Pages is a word processor developed by Apple Inc. It is part of the iWork productivity suite and runs on the macOS, iPadOS and iOS operating systems. It is also available on iCloud on the web. The first version of Pages was released in February 2005. Pages is marketed by Apple as an easy-to-use application that allows users to quickly create documents on their devices. A number of Apple-designed templates comprising different themes (such as: letters, résumés, posters and outlines) are included with Pages.

History 
On January 11, 2005, Apple announced the first version of Pages, as part of iWork '05. On January 6, 2009, Apple released the fourth version of Pages as a component of iWork '09. On January 27, 2010, Apple announced a new version of Pages for iPad with a touch interface. On May 31, 2011, Apple updated the iOS version of Pages to 1.4, bringing universal binaries, allowing the app to be run on iPad, iPhone and iPod Touch devices. On October 12, 2011, Apple updated the iOS app to version 1.5, adding the iCloud "Documents in the Cloud" feature. iOS Pages was updated to version 1.6 on March 7, 2012, and will only run on iOS 5.1 or later. Pages for OS X was updated to version 4.3 on December 4, 2012, to support Pages 1.7 for iOS, which was released on the same day. Pages for iOS 1.7.1 introduced better compatibility with Word and Pages for Mac and version 1.7.2, released on March 7, 2013, merely added stability improvements and bug fixes.

On October 23, 2013, Apple released a redesign with Pages 5.0 and made it free for anyone with an iOS device. In this release, many templates, as well as some advanced features that were available in version 4.3, were not included.
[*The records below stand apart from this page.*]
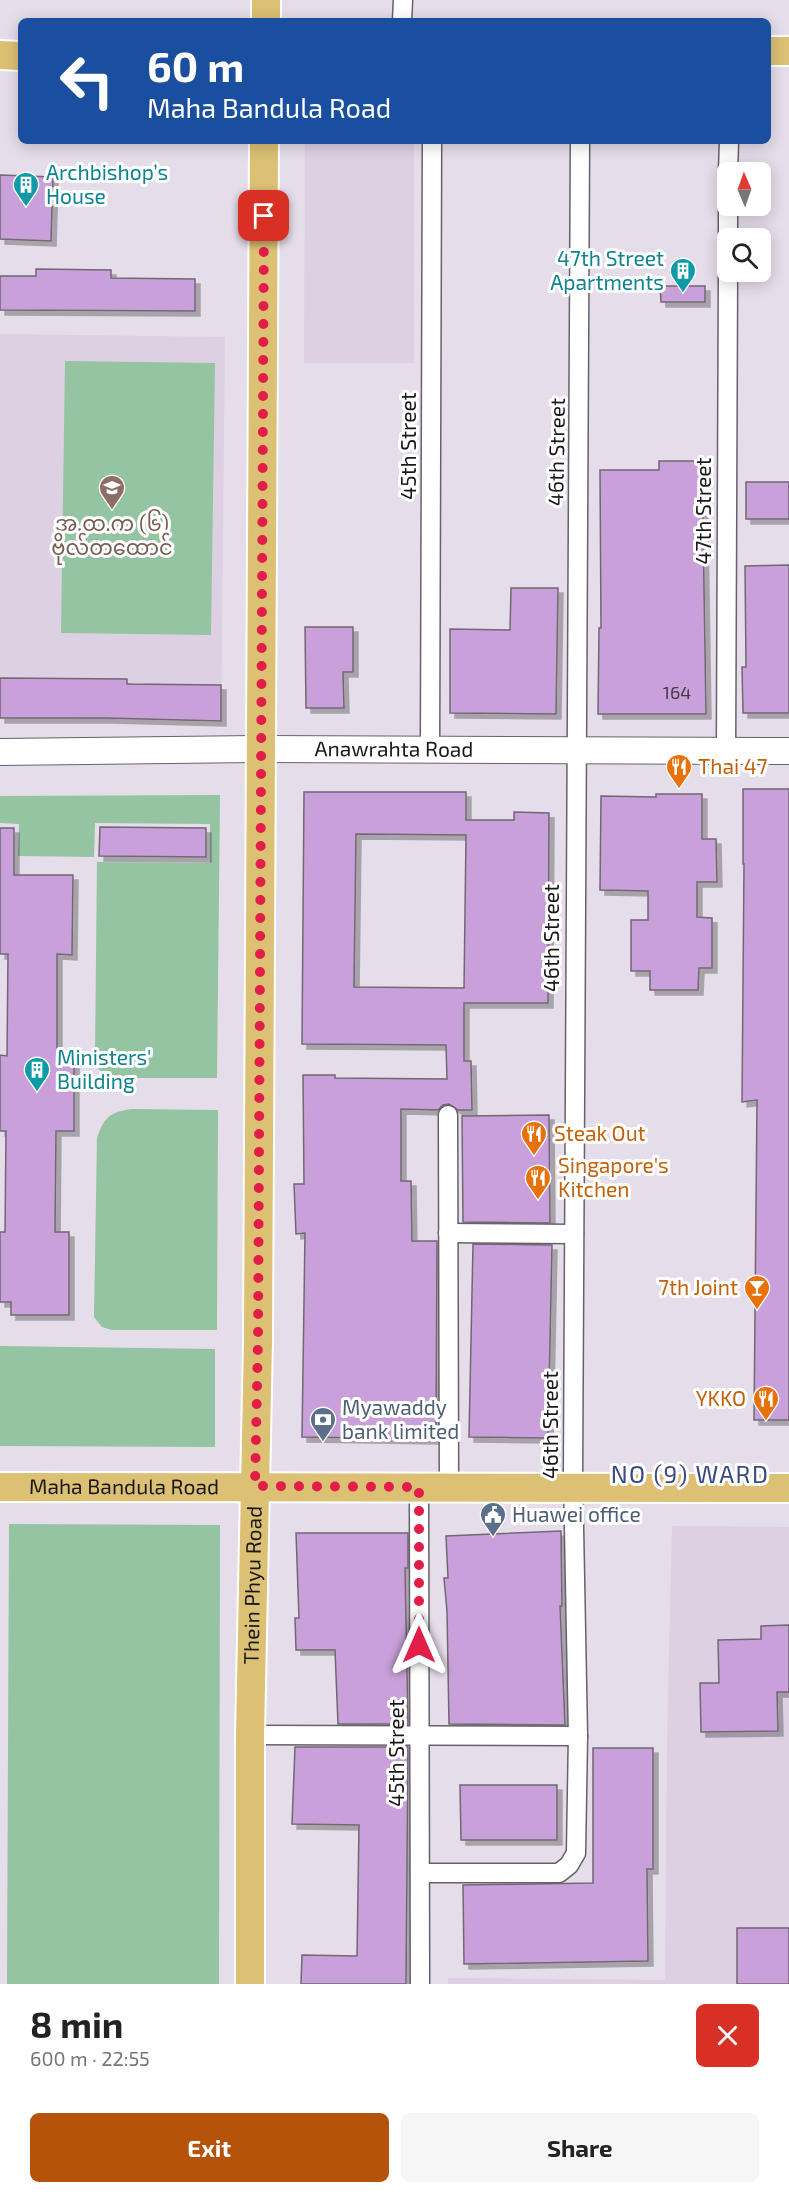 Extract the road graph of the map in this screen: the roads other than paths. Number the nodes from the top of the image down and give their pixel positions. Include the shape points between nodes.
1 (266, 0) edge
2 (403, 0) edge
3 (266, 18) edge
4 (402, 18) edge
5 (0, 40) edge
6 (18, 41) edge
7 (771, 51) edge
8 (789, 51) edge
9 (0, 56) edge
10 (18, 56) edge
11 (771, 66) edge
12 (789, 67) edge
13 (264, 144) edge
14 (432, 144) edge
15 (580, 144) edge
16 (729, 144) edge
17 (728, 162) edge
18 (728, 282) edge
19 (261, 749) junction
20 (430, 750) junction
21 (0, 752) edge
22 (575, 752) junction
23 (726, 752) junction
24 (789, 752) edge
25 (448, 1115) dead end
26 (448, 1233) junction
27 (574, 1234) junction
28 (449, 1480) junction
29 (574, 1481) junction
30 (255, 1486) junction
31 (0, 1487) edge
32 (419, 1487) junction
33 (789, 1488) edge
34 (250, 1736) junction
35 (419, 1736) junction
36 (578, 1736) junction
37 (420, 1873) junction
38 (250, 1984) edge
39 (420, 1984) edge

1 - 3 main road
2 - 4 street
5 - 6 main road
7 - 8 main road
9 - 10 main road
11 - 12 main road
13 - 19 main road, Thein Phyu Road
14 - 20 street, 45th Street
15 - 22 street, 46th Street
16 - 17 street
18 - 23 street, 47th Street
19 - 20 main road, Anawrahta Road
19 - 21 main road, Anawrahta Road
19 - 30 main road, Thein Phyu Road
20 - 22 main road, Anawrahta Road
22 - 23 main road, Anawrahta Road
22 - 27 street, 46th Street
23 - 24 main road, Anawrahta Road
25 - 26 street
26 - 27 street
26 - 28 street
27 - 29 street, 46th Street
28 - 29 main road, Maha Bandula Road
28 - 32 main road, Maha Bandula Road
29 - 33 main road, Maha Bandula Road
29 - 36 street, 46th Street
30 - 31 main road, Maha Bandula Road
30 - 32 main road, Maha Bandula Road
30 - 34 main road, Thein Phyu Road
32 - 35 street, 45th Street
34 - 35 street
34 - 38 main road, Thein Phyu Road
35 - 36 street
35 - 37 street, 45th Street
36 - 37 street, 46th Street via 576,1853 569,1865 559,1873
37 - 39 street, 45th Street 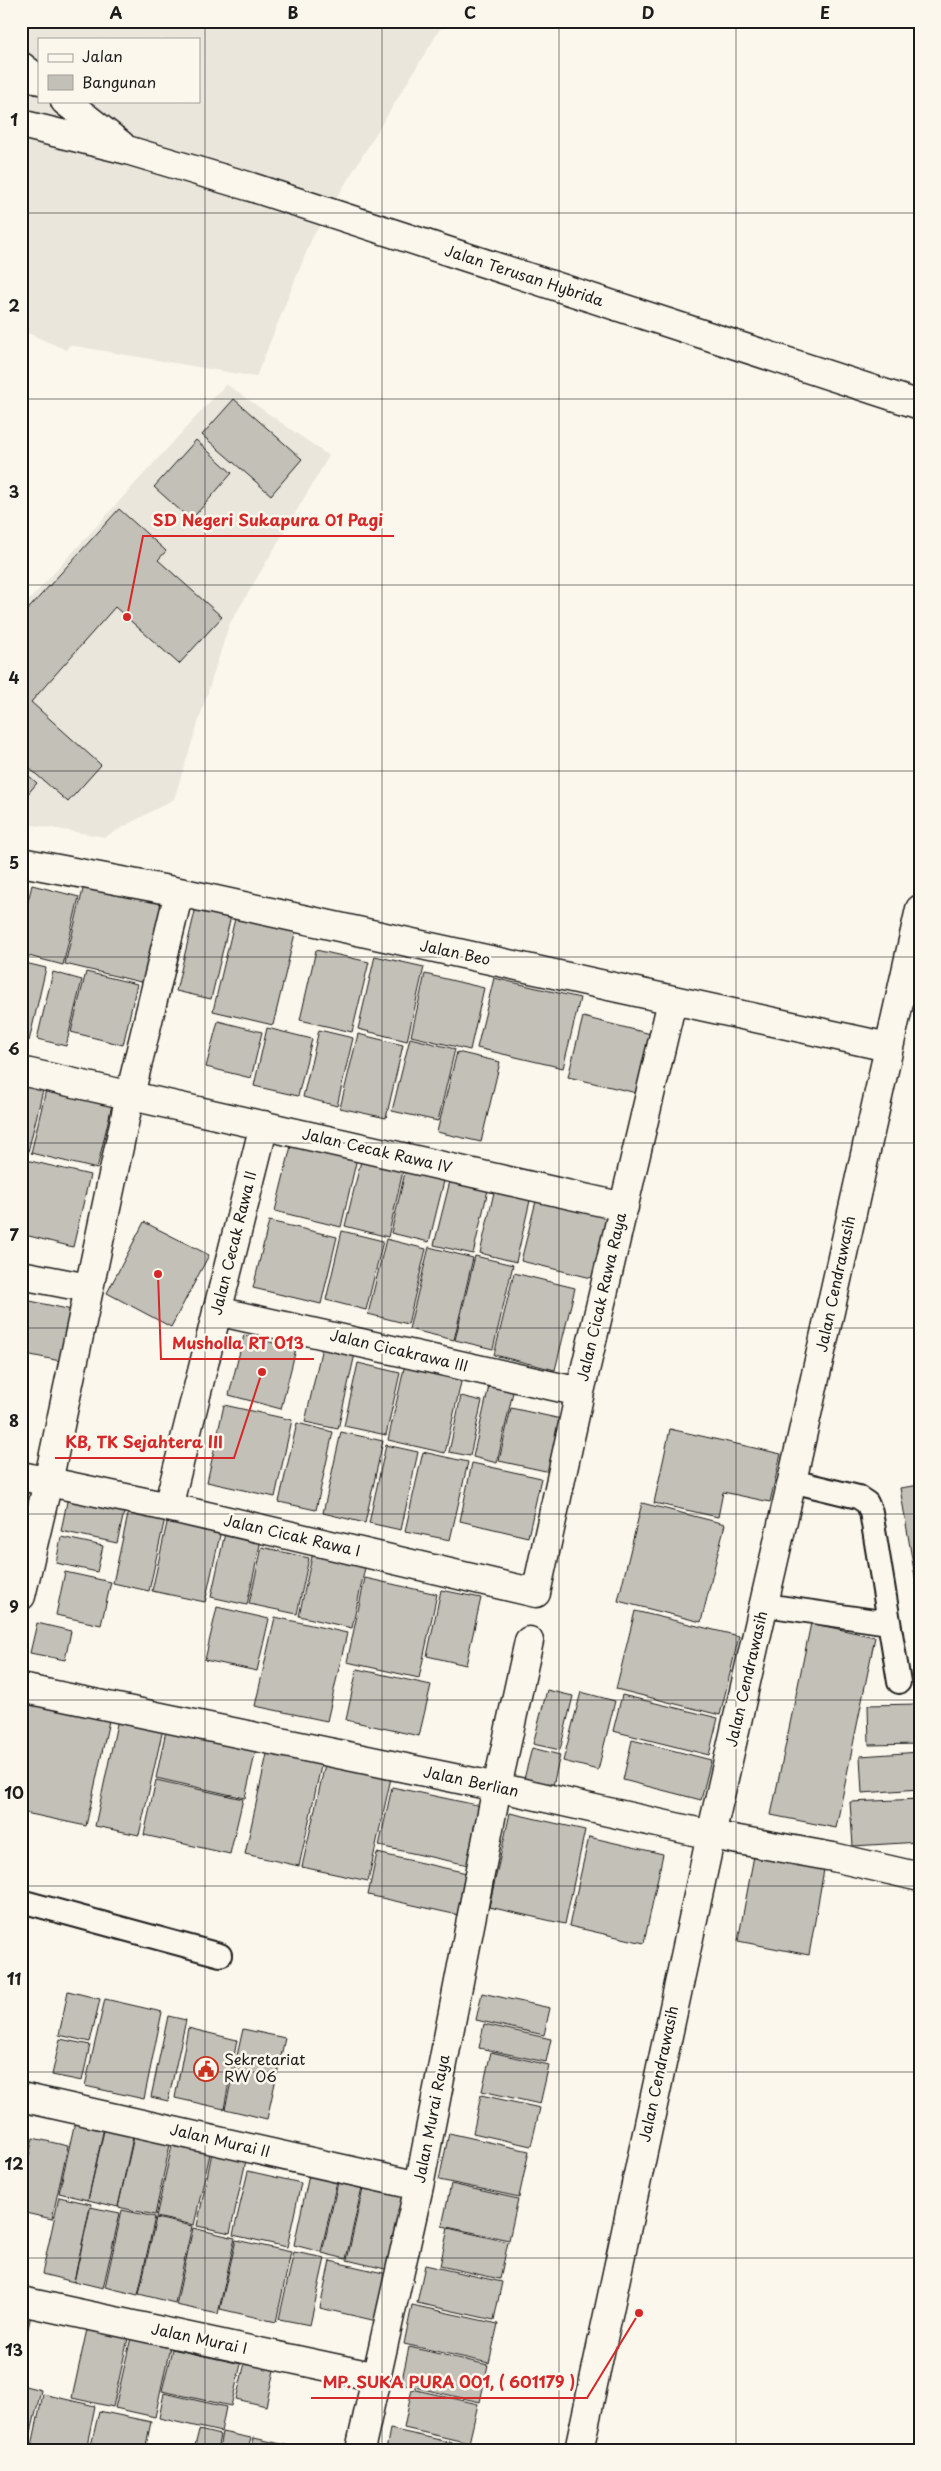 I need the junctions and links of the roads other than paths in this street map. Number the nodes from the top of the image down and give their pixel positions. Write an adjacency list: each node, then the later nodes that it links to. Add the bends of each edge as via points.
1 (21, 66): 2 (street)
2 (38, 79)
3 (67, 102): 5 (street, Jalan Terusan Hybrida)
4 (21, 124): 5 (street, Jalan Terusan Hybrida)
5 (127, 150): 6 (street, Jalan Terusan Hybrida, via 251,187)
6 (920, 405)
7 (21, 862): 8 (street, Jalan Beo)
8 (179, 892): 10 (street, Jalan Beo); 13 (street)
9 (920, 909): 11 (street, Jalan Cendrawasih)
10 (672, 1001): 11 (street, Jalan Beo); 15 (street, Jalan Cicak Rawa Raya)
11 (888, 1047): 21 (street, Jalan Cendrawasih)
12 (21, 1071): 13 (street, Jalan Cecak Rawa IV)
13 (130, 1095): 14 (street, Jalan Cecak Rawa IV); 17 (street)
14 (264, 1125): 15 (street, Jalan Cecak Rawa IV); 18 (street, Jalan Cecak Rawa II)
15 (624, 1207): 19 (street, Jalan Cicak Rawa Raya)
16 (21, 1275): 17 (street)
17 (88, 1288): 22 (street)
18 (218, 1311): 19 (street, Jalan Cicakrawa III); 23 (street, Jalan Cecak Rawa II)
19 (580, 1392): 24 (street, Jalan Cicak Rawa Raya)
20 (21, 1476): 22 (street, Jalan Cicak Rawa I)
21 (792, 1481): 26 (street, Jalan Cendrawasih); 27 (lane, via 858,1497 866,1503 871,1512)
22 (48, 1482): 23 (street, Jalan Cicak Rawa I); 25 (street)
23 (168, 1507): 24 (street, Jalan Cicak Rawa I)
24 (536, 1593)
25 (21, 1596)
26 (764, 1605): 27 (lane); 32 (street, Jalan Cendrawasih)
27 (889, 1623): 29 (lane)
28 (529, 1641): 31 (street)
29 (899, 1682)
30 (21, 1688): 31 (street, Jalan Berlian)
31 (497, 1788): 32 (street, Jalan Berlian); 37 (street, Jalan Murai Raya)
32 (711, 1835): 33 (street, Jalan Berlian); 41 (street, Jalan Cendrawasih)
33 (920, 1877)
34 (21, 1901): 35 (lane)
35 (220, 1955)
36 (21, 2097): 37 (street, Jalan Murai II)
37 (419, 2186): 39 (street, Jalan Murai Raya)
38 (21, 2301): 39 (street, Jalan Murai I)
39 (376, 2377): 40 (street, Jalan Murai Raya)
40 (360, 2450)
41 (578, 2450)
Some of these missing features were put back over the next releases but the current version (12.1) still lacks features from version 4.3, including the ability to select non-contiguous regions of text, advanced find/replace functions, and more.

Features
Pages is a word processor and page layout application. When Pages is first opened, users are presented with a template chooser which allows them to start with a blank document or with a predesigned template — including a basic, report, letter, résumé, envelope, business card, flyers & posters, cards, miscellaneous and a newsletter section of templates — that contains placeholder text and images which can be replaced by dragging and dropping photos from the Media Browser. The Media Browser provides quick access to media from iTunes, iMovie and Photos. Users can drag and drop music, movies, and photos directly into Pages documents from the Media Browser window.
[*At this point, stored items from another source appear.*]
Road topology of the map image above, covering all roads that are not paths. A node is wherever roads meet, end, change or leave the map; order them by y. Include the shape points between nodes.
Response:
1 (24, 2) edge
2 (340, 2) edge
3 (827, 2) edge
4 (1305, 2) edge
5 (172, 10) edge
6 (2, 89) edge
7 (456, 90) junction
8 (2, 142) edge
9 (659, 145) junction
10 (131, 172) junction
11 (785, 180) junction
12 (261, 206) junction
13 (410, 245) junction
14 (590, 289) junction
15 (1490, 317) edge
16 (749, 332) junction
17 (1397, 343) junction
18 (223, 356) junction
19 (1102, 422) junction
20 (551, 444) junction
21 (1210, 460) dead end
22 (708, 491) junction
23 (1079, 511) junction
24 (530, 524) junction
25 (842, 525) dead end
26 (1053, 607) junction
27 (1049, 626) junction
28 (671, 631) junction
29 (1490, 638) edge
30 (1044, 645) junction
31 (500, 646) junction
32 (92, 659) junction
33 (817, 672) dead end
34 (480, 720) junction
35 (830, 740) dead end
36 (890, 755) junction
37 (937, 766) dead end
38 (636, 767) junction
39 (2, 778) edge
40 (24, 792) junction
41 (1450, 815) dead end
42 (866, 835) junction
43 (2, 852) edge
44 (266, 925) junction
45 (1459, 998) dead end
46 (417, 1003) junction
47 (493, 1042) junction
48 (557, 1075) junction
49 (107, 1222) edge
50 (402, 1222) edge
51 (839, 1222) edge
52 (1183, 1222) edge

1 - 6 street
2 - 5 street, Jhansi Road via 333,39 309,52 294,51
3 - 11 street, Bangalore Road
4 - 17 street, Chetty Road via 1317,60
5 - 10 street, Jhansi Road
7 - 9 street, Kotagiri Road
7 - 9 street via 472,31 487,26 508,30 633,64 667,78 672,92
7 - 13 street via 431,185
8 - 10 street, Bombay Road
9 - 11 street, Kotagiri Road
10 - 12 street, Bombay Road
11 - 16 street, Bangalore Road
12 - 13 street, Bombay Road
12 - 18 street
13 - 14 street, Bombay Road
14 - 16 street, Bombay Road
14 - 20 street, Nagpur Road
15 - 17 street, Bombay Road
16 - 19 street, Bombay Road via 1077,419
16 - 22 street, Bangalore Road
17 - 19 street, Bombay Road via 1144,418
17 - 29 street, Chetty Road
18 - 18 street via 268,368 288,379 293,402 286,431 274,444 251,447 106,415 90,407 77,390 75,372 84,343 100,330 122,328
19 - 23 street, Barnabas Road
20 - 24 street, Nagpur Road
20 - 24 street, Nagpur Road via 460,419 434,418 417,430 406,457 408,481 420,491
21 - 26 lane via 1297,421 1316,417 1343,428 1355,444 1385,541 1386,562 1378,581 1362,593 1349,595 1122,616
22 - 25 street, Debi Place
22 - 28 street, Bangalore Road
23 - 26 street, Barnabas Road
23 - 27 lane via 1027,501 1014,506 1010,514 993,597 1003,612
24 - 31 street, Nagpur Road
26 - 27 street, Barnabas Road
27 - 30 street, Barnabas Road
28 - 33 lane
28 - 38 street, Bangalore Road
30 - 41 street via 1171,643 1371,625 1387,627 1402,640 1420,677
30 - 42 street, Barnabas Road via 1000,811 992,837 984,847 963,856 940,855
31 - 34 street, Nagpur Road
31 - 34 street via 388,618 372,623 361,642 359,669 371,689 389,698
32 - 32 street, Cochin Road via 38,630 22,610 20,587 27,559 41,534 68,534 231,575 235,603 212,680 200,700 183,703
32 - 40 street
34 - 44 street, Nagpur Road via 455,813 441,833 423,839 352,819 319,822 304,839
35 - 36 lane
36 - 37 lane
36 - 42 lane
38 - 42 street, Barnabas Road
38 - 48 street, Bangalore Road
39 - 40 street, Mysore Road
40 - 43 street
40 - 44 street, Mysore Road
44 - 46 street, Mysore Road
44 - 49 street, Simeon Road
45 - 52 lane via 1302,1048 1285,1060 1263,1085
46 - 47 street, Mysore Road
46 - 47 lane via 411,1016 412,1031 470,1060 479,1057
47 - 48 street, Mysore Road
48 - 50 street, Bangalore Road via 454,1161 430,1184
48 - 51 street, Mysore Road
Each document window contains a toolbar, which gives one-click access to commonly used functions such as inserting objects (text boxes, shapes, tables, charts, and comments), uploading the document to iWork.com, and adding additional pages. In addition, the document window contains a contextual format bar that allows one-click formatting of text and adjustments to images. When text is selected, the format bar enables users to choose fonts, text size, and color, and to adjust line spacing and alignment. When an image is selected, the format bar displays tools to adjust opacity, show and hide shadow and reflection effects and mask the image. A separate Inspector window provides almost all formatting options available for any element in the open document.

Beginning in iWork '08, word processing and page layout are two distinct modes. In word processing mode, Pages supports headers and footers, footnotes and outline, and list creation. Users can collaborate with others on a document. Pages tracks changes by users by displaying each person's edits in different colors. Users can also add comments alongside the document. In page layout mode, users have complete control over the position of objects on the page. Images and text can be placed anywhere on the canvas.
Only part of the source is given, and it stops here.